We've yet to find a way of saying "That's not appropriate to discuss with you" that doesn't either sound a bit rude or make the other person feel bad for asking, but we had an encounter recently that has made us wonder whether other people actually feel the same way as we do about the importance of privacy and confidentiality in fostering.
We were at the station with Jack-Jack in the buggy, and a lady with a baby of a similar age came up to us and asked what make it was. We chatted briefly about the buggy, and then out of the blue she volunteered the information that the baby with her was a foster child. "Oh right, we're also foster carers," Esmeralda said, smiling down at Jack-Jack. We never normally tell anyone we're foster carers unless it's specifically come up in conversation or we're asked directly (and sometimes not even then depending on the situation), but the lady's next question was just asking which agency we were with, which was fine. We told her, and found out that she was with a different one. She seemed pleasant enough, but the rest of the conversation completely floored us:
Lady: "So are you going to adopt him?"
Esmeralda (red flags up, looking up at the train times): "We're not sure."

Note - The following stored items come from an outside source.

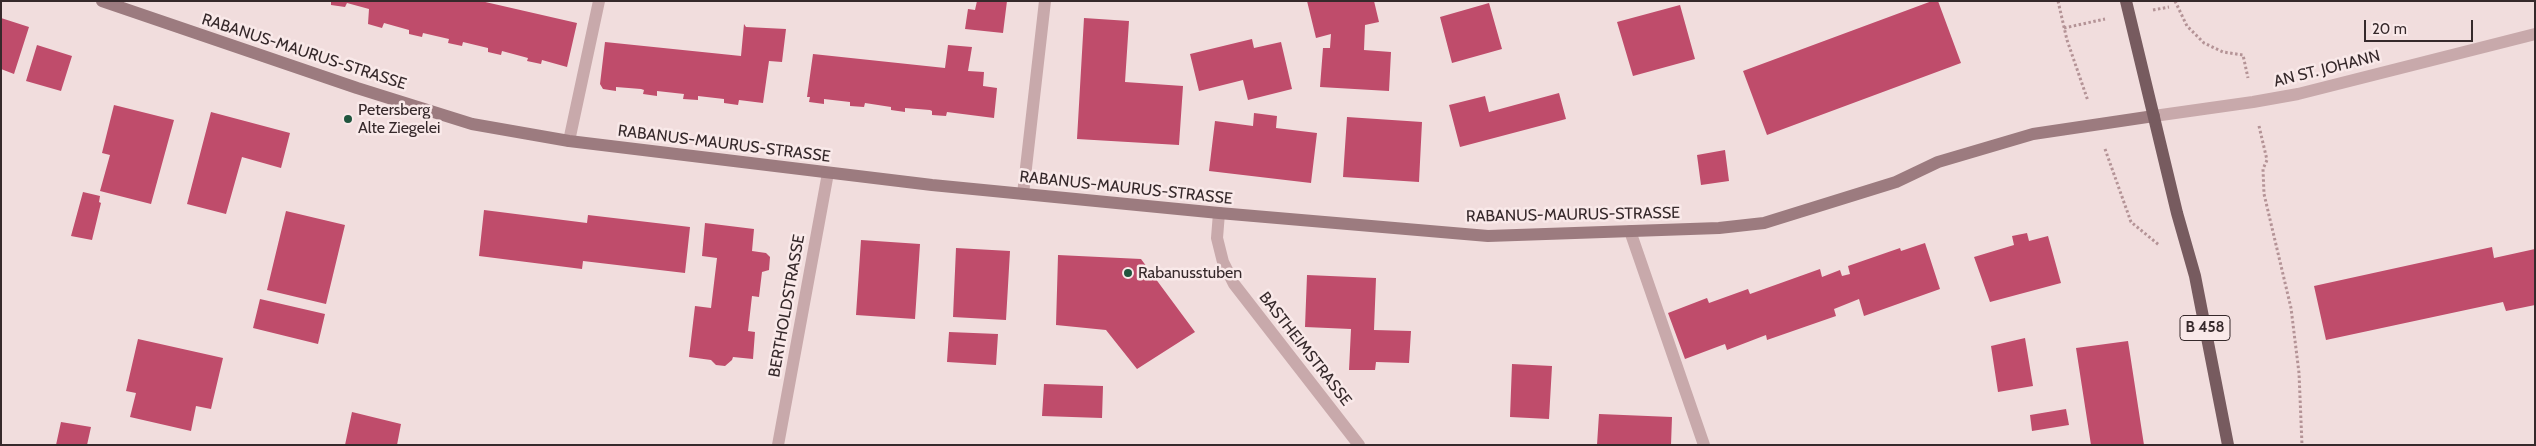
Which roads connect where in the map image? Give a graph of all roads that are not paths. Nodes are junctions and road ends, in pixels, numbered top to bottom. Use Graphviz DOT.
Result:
graph roads {
  1 [pos="102,1"];
  2 [pos="599,1"];
  3 [pos="1045,1"];
  4 [pos="2126,1"];
  5 [pos="2535,34"];
  6 [pos="2154,116"];
  7 [pos="569,141"];
  8 [pos="828,173"];
  9 [pos="1023,194"];
  10 [pos="1219,213"];
  11 [pos="1630,231"];
  12 [pos="778,445"];
  13 [pos="1358,445"];
  14 [pos="1704,445"];
  15 [pos="2228,445"];
  1 -- 7 [label="main road, RABANUS-MAURUS-STRASSE"];
  2 -- 7 [label="street"];
  3 -- 9 [label="street"];
  4 -- 6 [label="main road, B 458"];
  5 -- 6 [label="street, AN ST. JOHANN"];
  6 -- 11 [label="main road, RABANUS-MAURUS-STRASSE"];
  6 -- 15 [label="main road, B 458"];
  7 -- 8 [label="main road, RABANUS-MAURUS-STRASSE"];
  8 -- 9 [label="main road, RABANUS-MAURUS-STRASSE"];
  8 -- 12 [label="street, BERTHOLDSTRASSE"];
  9 -- 10 [label="main road, RABANUS-MAURUS-STRASSE"];
  10 -- 11 [label="main road, RABANUS-MAURUS-STRASSE"];
  10 -- 13 [label="street, BASTHEIMSTRASSE"];
  11 -- 14 [label="street"];
}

Lady: "Oh, what's going to happen to him then?"
Esmeralda (wondering what to say, checking whether Jack-Jack is listening): "We're not sure."
Lady (oblivious): "We're concurrent planning with this one. It's not definite - his mum's a drug addict and his dad's in prison and they're contesting it, but we've been told there's no way his mum is ever having him back. We've got a new one arriving any day now too."
We are always very careful what we talk about in front of Jack-Jack with regard to his parents, contact, his future etc. but even aside from that, we wouldn't have had the above conversation with one of our friends, let alone someone we don't know. Not even our close family know anything about Jack-Jack's history. The lady's little one was listening intently and there were lots of other people on the platform milling around. We've been asked whether we're going to adopt Jack-Jack and what's going to happen to him plenty of times, but to have been asked this by another foster carer, a complete stranger, who then volunteered information that should be confidential about her own foster child made us feel really uncomfortable for quite a while afterwards.